Hasta ahora, las respuestas de las autoridades sanitarias del mundo a la pandemia COVID-19 se enfocan en la implementación de medidas orientadas a la contención de la propagación del virus SARS-CoV-2.

A la par, investigadores de todo el mundo trabajan a paso acelerado a fin de encontrar una opción farmacológica de romper con la cadena de trasmisión del virus, en otras palabras, contar con una vacuna eficaz.

Condiciones específicas

En este sentido, semanas después de que sus científicos publicaron la secuencia genética del coronavirus, China anunció que las primeras vacunas para COVID-19 podrían estar disponibles para “uso de emergencia” el próximo mes (abril).

Un alto funcionario de salud chino informó que el país estaba avanzando “a toda máquina” para desarrollar vacunas contra el coronavirus, que ha infectado a más de 200.000 personas y ha matado a más de 8.000 en todo el mundo.

El virus SARS-CoV-2 consiste en una tira de ácido ribonucleico dentro de una cápsula de proteína esférica que está cubierta de espigas.

El director del Centro de Desarrollo de Ciencia y Tecnología de la Comisión Nacional de Salud de China, Zheng Zhongwei, declaró que docenas de instituciones de investigación de vacunas están involucradas y que también se está avanzando en el desarrollo de diferentes tipos de vacunas. Al respecto, el alto funcionario indicó:

“Según nuestras estimaciones, esperamos que en abril algunas de las vacunas entren en investigación clínica o se encuentren disponibles para su uso en situaciones de emergencia”.

Según la legislación china, las vacunas desarrolladas para emergencias de salud pública importantes pueden implementarse para uso urgente bajo condiciones específicas, si la Administración Nacional de Productos Médicos considera que los beneficios del tratamiento son mayores que los riesgos.

Un largo camino

Desarrollar vacunas que sean seguras y efectivas requiere tiempo, inversión y buena ciencia. Para un coronavirus como el que causa COVID-19, el proceso conlleva aún más desafíos. Las autoridades señalan que las pruebas para evaluar su seguridad y eficacia toman entre 12 y 18 meses, incluso más.

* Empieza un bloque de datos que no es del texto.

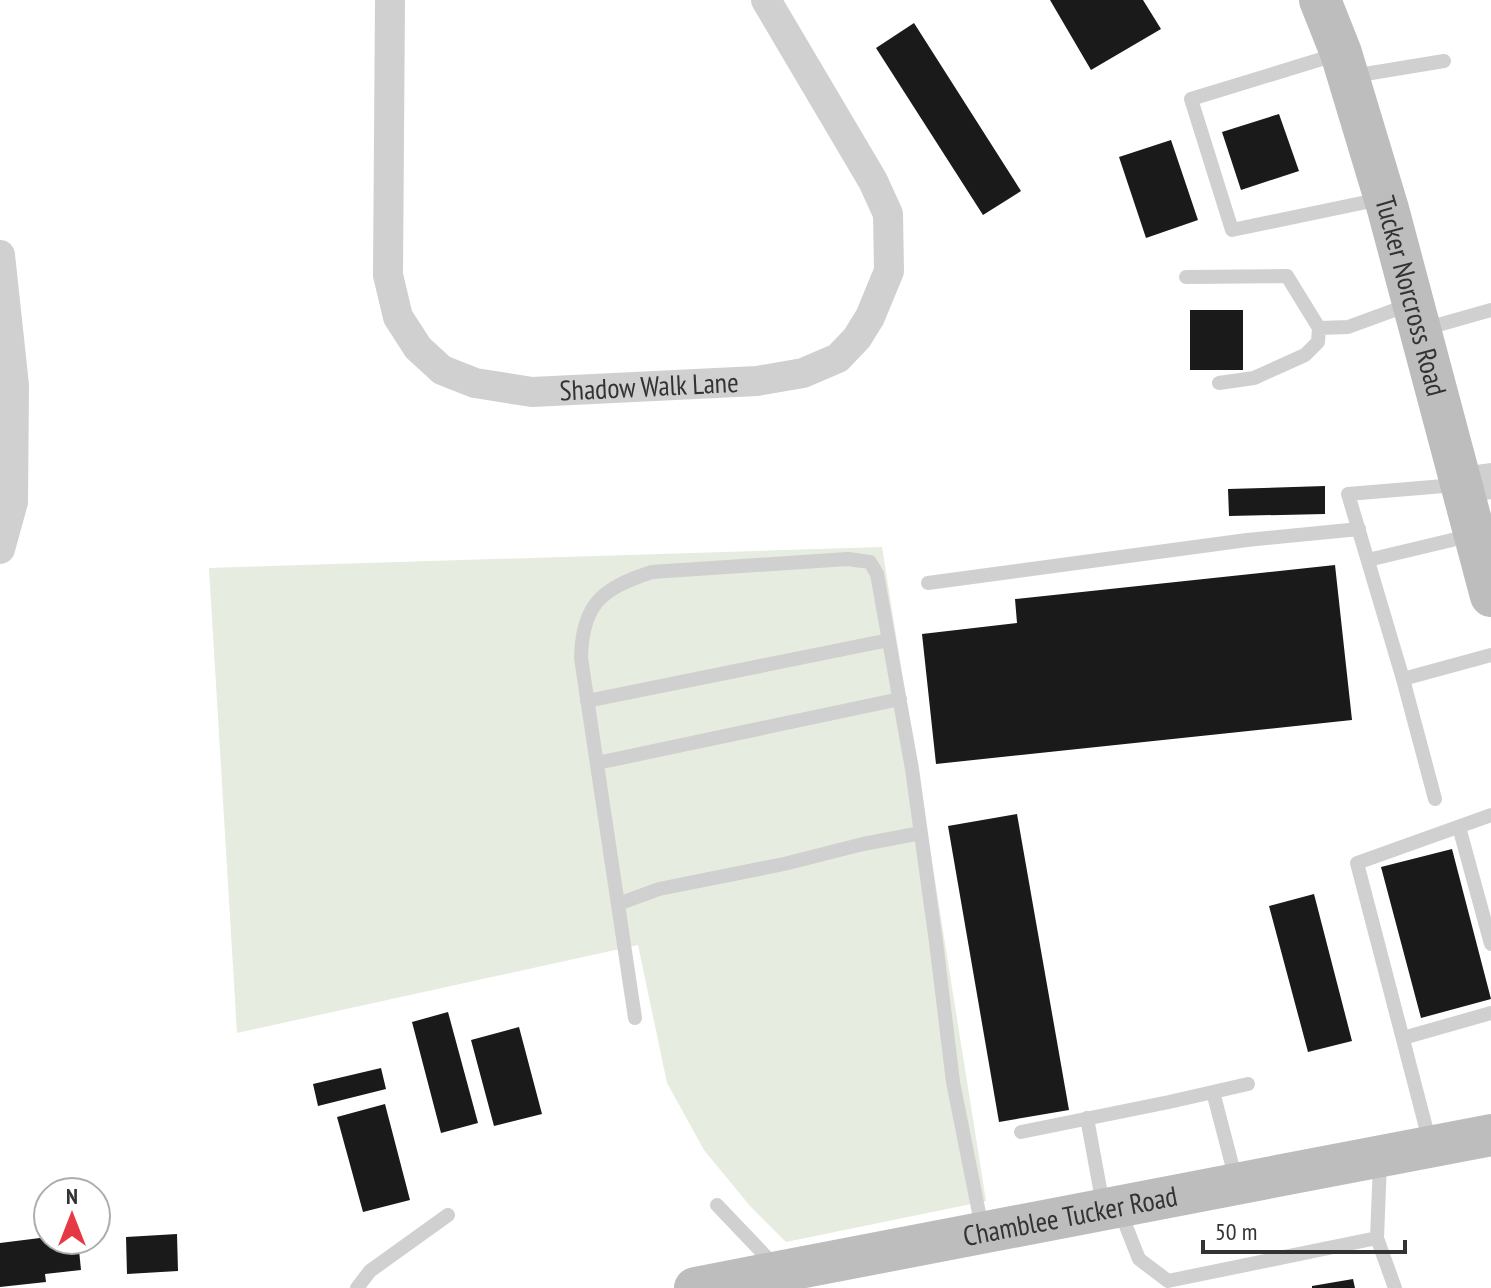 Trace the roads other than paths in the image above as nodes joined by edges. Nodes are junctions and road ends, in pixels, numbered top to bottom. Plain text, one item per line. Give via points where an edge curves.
1 (390, 0) edge
2 (766, 0) edge
3 (1320, 0) edge
4 (1444, 61) dead end
5 (1344, 65) junction
6 (1385, 198) junction
7 (0, 255) edge
8 (1186, 277) dead end
9 (1491, 310) edge
10 (1416, 317) junction
11 (1319, 328) junction
12 (1219, 383) dead end
13 (1476, 483) edge
14 (1359, 529) junction
15 (1474, 534) junction
16 (0, 549) edge
17 (1368, 560) junction
18 (928, 583) dead end
19 (1491, 596) edge
20 (889, 640) junction
21 (1491, 655) edge
22 (1403, 679) junction
23 (900, 699) junction
24 (587, 701) junction
25 (597, 763) junction
26 (1435, 799) dead end
27 (1491, 815) edge
28 (1459, 827) junction
29 (921, 833) junction
30 (618, 904) junction
31 (1491, 944) edge
32 (1491, 1013) edge
33 (635, 1018) dead end
34 (1403, 1038) junction
35 (1248, 1084) dead end
36 (1213, 1092) junction
37 (1087, 1118) junction
38 (1021, 1132) dead end
39 (1491, 1135) edge
40 (1431, 1147) junction
41 (1380, 1156) junction
42 (1237, 1184) junction
43 (717, 1205) dead end
44 (1111, 1208) junction
45 (448, 1215) dead end
46 (983, 1233) junction
47 (1377, 1238) junction
48 (780, 1272) junction
49 (357, 1288) edge
50 (695, 1288) edge
51 (1395, 1288) edge

1 - 2 street, Shadow Walk Lane via 388,275 398,317 418,348 442,370 475,383 532,392 757,381 803,373 838,358 870,317 889,271 888,214
3 - 5 main road, Tucker Norcross Road
4 - 5 lane
5 - 6 main road, Tucker Norcross Road
5 - 6 lane via 1191,99 1232,230
6 - 10 main road, Tucker Norcross Road
7 - 16 street via 14,385 13,502
8 - 11 lane via 1287,276
9 - 10 lane
10 - 11 lane
10 - 13 main road, Tucker Norcross Road
11 - 12 lane via 1318,342 1305,355 1254,378
13 - 14 lane via 1348,494
13 - 15 main road, Tucker Norcross Road
14 - 17 lane
14 - 18 lane
15 - 17 lane
15 - 19 main road, Tucker Norcross Road
17 - 22 lane
20 - 23 lane
20 - 24 lane
20 - 24 lane via 870,562 848,559 652,572 623,581 590,611 581,635
21 - 22 lane
22 - 26 lane
23 - 25 lane
23 - 29 lane
24 - 25 lane
25 - 30 lane
27 - 28 lane
28 - 31 lane
28 - 34 lane via 1357,863
29 - 30 lane via 659,889
29 - 46 lane via 953,1082
30 - 33 lane
32 - 34 lane
34 - 40 lane
35 - 36 lane
36 - 37 lane
36 - 42 lane
37 - 38 lane
37 - 44 lane
39 - 40 main road, Chamblee Tucker Road
40 - 41 main road, Chamblee Tucker Road
41 - 42 main road, Chamblee Tucker Road
41 - 47 lane
42 - 44 main road, Chamblee Tucker Road
43 - 48 lane
44 - 46 main road, Chamblee Tucker Road
44 - 47 lane via 1139,1259 1168,1281
45 - 49 lane via 370,1271
46 - 48 main road, Chamblee Tucker Road
47 - 51 lane
48 - 50 main road, Chamblee Tucker Road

Los científicos señalan que el mundo tiene un largo camino por recorrer en la carrera para encontrar esta anhelada vacuna.

China anunció que las primeras vacunas para COVID-19 podrían estar disponibles para “uso de emergencia” en abril.

El virus SARS-CoV-2 comparte entre 80 y 90 por ciento de su material genético con el virus que causó SARS (de ahí su nombre). Ambos consisten en una tira de ácido ribonucleico (ARN) dentro de una cápsula de proteína esférica que está cubierta de espigas.

Estos “picos” se adhieren a los receptores en la superficie de las células que recubren el pulmón humano, lo que permite que el virus ingrese a la célula. Una vez dentro, secuestra la maquinaria reproductiva de la célula para producir más copias de sí misma, antes de salir de la célula nuevamente y matarla en el proceso.

Todas las vacunas funcionan según el mismo principio básico. Presentan parte o la totalidad del patógeno al sistema inmunitario humano, generalmente en forma de inyección y en una dosis baja, para impulsar al sistema inmune a producir anticuerpos contra el patógeno.

El doctor Anthony Fauci, director del Instituto Nacional de Alergias y Enfermedades Infecciosas de Estados Unidos, puntualizó en una reciente sesión informativa en la Casa Blanca que todo el proceso de aprobación de una vacuna efectiva para COVID-19 llevará al menos un año.